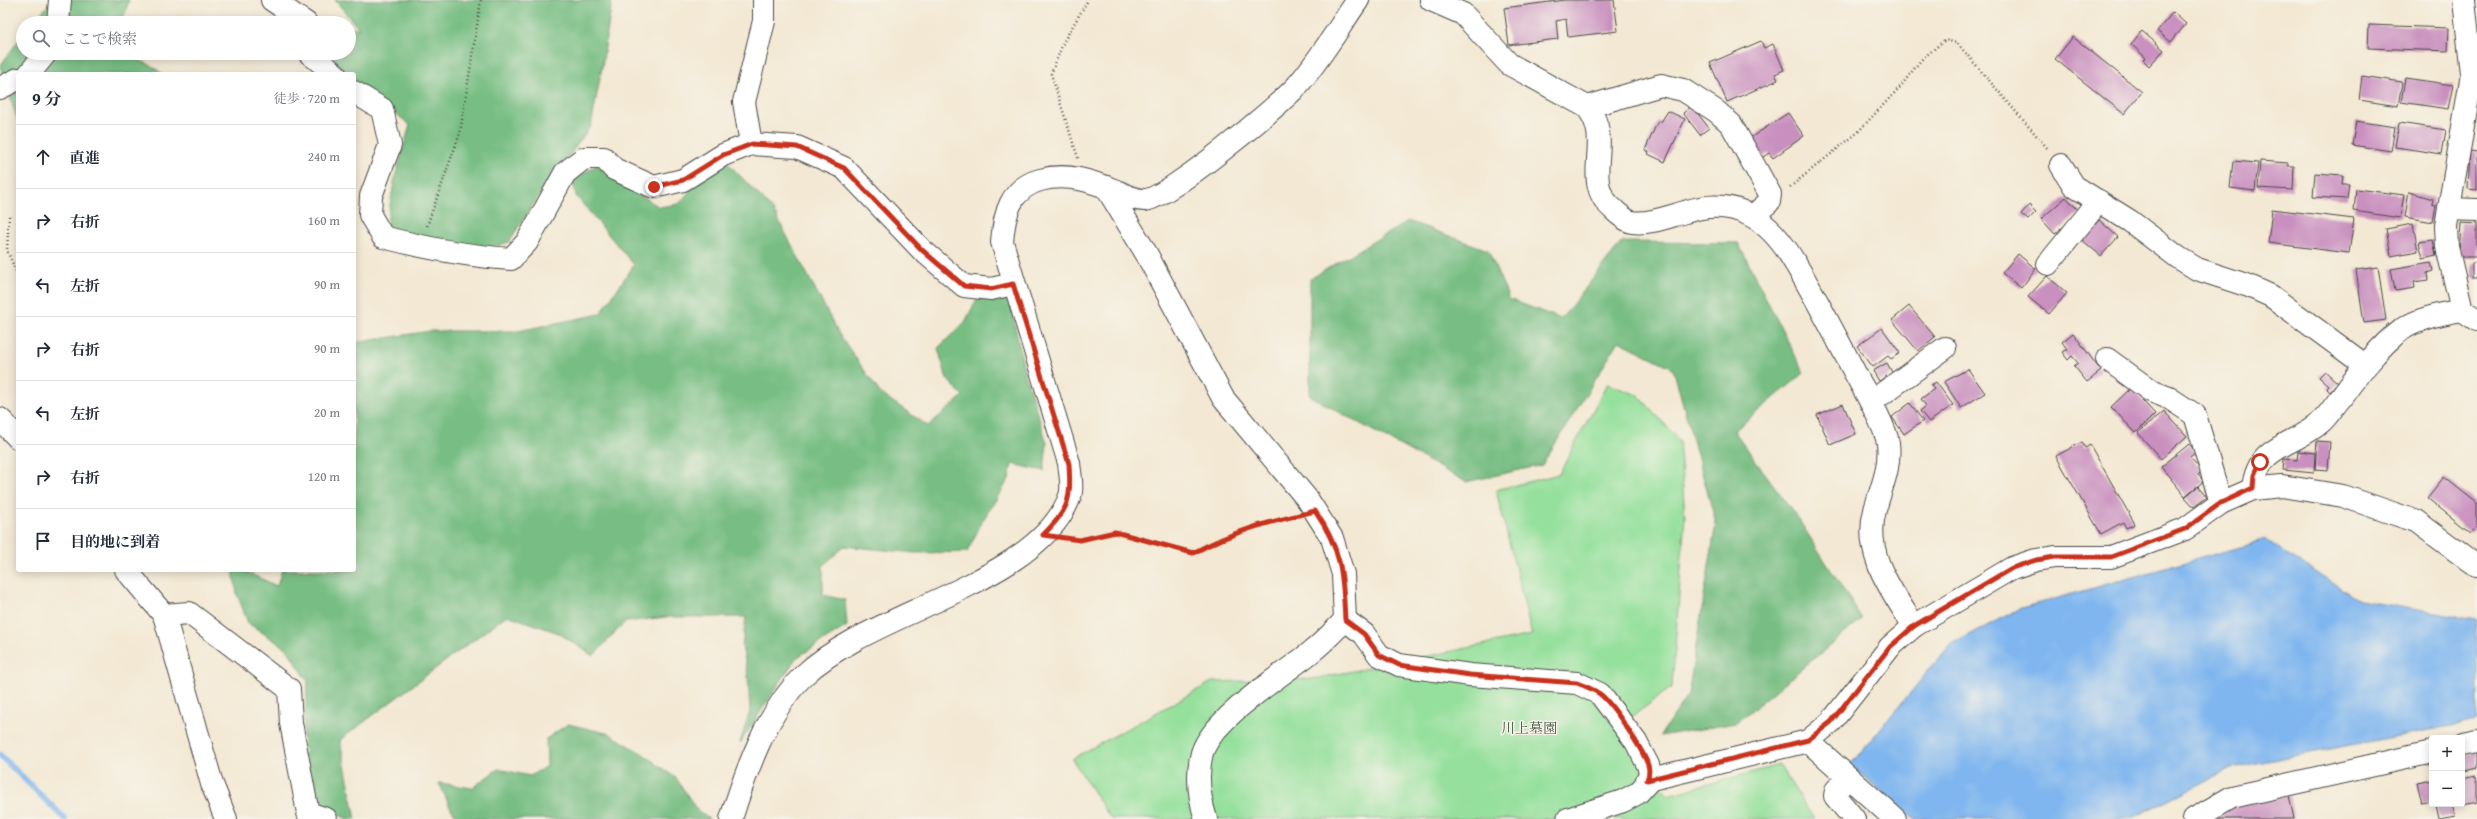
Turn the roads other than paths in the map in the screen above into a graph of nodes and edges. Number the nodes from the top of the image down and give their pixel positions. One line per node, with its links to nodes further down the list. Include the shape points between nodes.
1 (60, 0): 7 (street)
2 (272, 0): 8 (street)
3 (764, 0): 18 (street, via 764,21 744,102)
4 (1358, 0): 20 (street, via 1294,88 1197,170 1146,200 1131,198)
5 (1431, 0): 17 (street, via 1463,14 1509,64)
6 (2464, 0): 13 (street)
7 (59, 16)
8 (296, 16)
9 (40, 60): 11 (street)
10 (318, 60): 12 (street)
11 (31, 72)
12 (333, 72)
13 (2474, 74): 23 (street)
14 (16, 80): 15 (street)
15 (0, 88)
16 (356, 93): 18 (street, via 382,109 390,145 371,196 370,215 383,237 420,246 511,259 527,242 566,174 584,158 604,158 614,169 654,187 683,180 723,155)
17 (1587, 107): 22 (street, via 1661,85 1683,90 1731,124 1770,194); 22 (street, via 1596,118 1600,134 1597,182 1602,197 1613,210 1631,222 1643,222 1715,206)
18 (752, 144): 26 (street, via 797,147 844,168 922,250 964,286 991,289)
19 (2061, 165): 21 (street, via 2074,186)
20 (1106, 187): 26 (street, via 1084,178 1058,177 1039,180 1020,192 1008,205 1003,222 1002,242); 39 (street, via 1146,253 1223,398 1315,511 1332,538 1340,562)
21 (2099, 201): 25 (street); 30 (street, via 2197,269 2250,286 2271,296)
22 (1761, 209): 31 (street, via 1795,262)
23 (2449, 209): 24 (street); 27 (street, via 2446,226 2447,247)
24 (2477, 210)
25 (2048, 264)
26 (1013, 284): 49 (street, via 1069,464 1071,495 1063,512 1024,553 1001,569 866,633 803,676 754,751)
27 (2469, 315): 30 (street, via 2430,316 2401,330)
28 (1944, 348): 31 (street)
29 (2107, 359): 35 (street, via 2151,391 2170,398 2195,415)
30 (2366, 366): 34 (street, via 2322,422 2305,435 2275,449 2260,462 2254,475)
31 (1871, 402): 40 (street, via 1888,441 1889,462 1874,511 1873,552 1884,578)
32 (0, 419): 33 (street)
33 (16, 436)
34 (2253, 488): 35 (street); 36 (street, via 2282,486 2327,494 2416,521)
35 (2221, 503): 40 (street, via 2185,529 2111,557 2055,557 2012,568)
36 (2477, 565)
37 (128, 572): 38 (street)
38 (164, 615): 47 (street, via 212,784); 48 (street, via 190,613 289,689 291,723 308,813)
39 (1345, 620): 46 (street, via 1364,634 1379,655 1399,665 1470,675 1577,683 1589,688 1600,694 1609,704 1636,742 1648,765 1650,772); 50 (street, via 1312,652 1243,704 1213,734 1202,753 1198,772 1201,803)
40 (1914, 626): 41 (street, via 1890,647 1831,722)
41 (1808, 740): 45 (street); 46 (street)
42 (2477, 742): 43 (street)
43 (2465, 744)
44 (2429, 753): 54 (street, via 2232,797)
45 (1849, 778): 52 (street, via 1836,790 1835,796); 53 (street)
46 (1647, 780): 51 (street, via 1638,793 1623,801)
47 (226, 819)
48 (326, 819)
49 (731, 819)
50 (1206, 819)
51 (1568, 819)
52 (1854, 819)
53 (1894, 819)
54 (2194, 819)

========================================================================

* Prompt
Excluding every picture, set down the listing exactly.

* Task output
Turn the roads other than paths in the map in the screen above into a graph of nodes and edges. Number the nodes from the top of the image down and give their pixel positions. One line per node, with its links to nodes further down the list. Include the shape points between nodes.
1 (60, 0): 7 (street)
2 (272, 0): 8 (street)
3 (764, 0): 18 (street, via 764,21 744,102)
4 (1358, 0): 20 (street, via 1294,88 1197,170 1146,200 1131,198)
5 (1431, 0): 17 (street, via 1463,14 1509,64)
6 (2464, 0): 13 (street)
7 (59, 16)
8 (296, 16)
9 (40, 60): 11 (street)
10 (318, 60): 12 (street)
11 (31, 72)
12 (333, 72)
13 (2474, 74): 23 (street)
14 (16, 80): 15 (street)
15 (0, 88)
16 (356, 93): 18 (street, via 382,109 390,145 371,196 370,215 383,237 420,246 511,259 527,242 566,174 584,158 604,158 614,169 654,187 683,180 723,155)
17 (1587, 107): 22 (street, via 1661,85 1683,90 1731,124 1770,194); 22 (street, via 1596,118 1600,134 1597,182 1602,197 1613,210 1631,222 1643,222 1715,206)
18 (752, 144): 26 (street, via 797,147 844,168 922,250 964,286 991,289)
19 (2061, 165): 21 (street, via 2074,186)
20 (1106, 187): 26 (street, via 1084,178 1058,177 1039,180 1020,192 1008,205 1003,222 1002,242); 39 (street, via 1146,253 1223,398 1315,511 1332,538 1340,562)
21 (2099, 201): 25 (street); 30 (street, via 2197,269 2250,286 2271,296)
22 (1761, 209): 31 (street, via 1795,262)
23 (2449, 209): 24 (street); 27 (street, via 2446,226 2447,247)
24 (2477, 210)
25 (2048, 264)
26 (1013, 284): 49 (street, via 1069,464 1071,495 1063,512 1024,553 1001,569 866,633 803,676 754,751)
27 (2469, 315): 30 (street, via 2430,316 2401,330)
28 (1944, 348): 31 (street)
29 (2107, 359): 35 (street, via 2151,391 2170,398 2195,415)
30 (2366, 366): 34 (street, via 2322,422 2305,435 2275,449 2260,462 2254,475)
31 (1871, 402): 40 (street, via 1888,441 1889,462 1874,511 1873,552 1884,578)
32 (0, 419): 33 (street)
33 (16, 436)
34 (2253, 488): 35 (street); 36 (street, via 2282,486 2327,494 2416,521)
35 (2221, 503): 40 (street, via 2185,529 2111,557 2055,557 2012,568)
36 (2477, 565)
37 (128, 572): 38 (street)
38 (164, 615): 47 (street, via 212,784); 48 (street, via 190,613 289,689 291,723 308,813)
39 (1345, 620): 46 (street, via 1364,634 1379,655 1399,665 1470,675 1577,683 1589,688 1600,694 1609,704 1636,742 1648,765 1650,772); 50 (street, via 1312,652 1243,704 1213,734 1202,753 1198,772 1201,803)
40 (1914, 626): 41 (street, via 1890,647 1831,722)
41 (1808, 740): 45 (street); 46 (street)
42 (2477, 742): 43 (street)
43 (2465, 744)
44 (2429, 753): 54 (street, via 2232,797)
45 (1849, 778): 52 (street, via 1836,790 1835,796); 53 (street)
46 (1647, 780): 51 (street, via 1638,793 1623,801)
47 (226, 819)
48 (326, 819)
49 (731, 819)
50 (1206, 819)
51 (1568, 819)
52 (1854, 819)
53 (1894, 819)
54 (2194, 819)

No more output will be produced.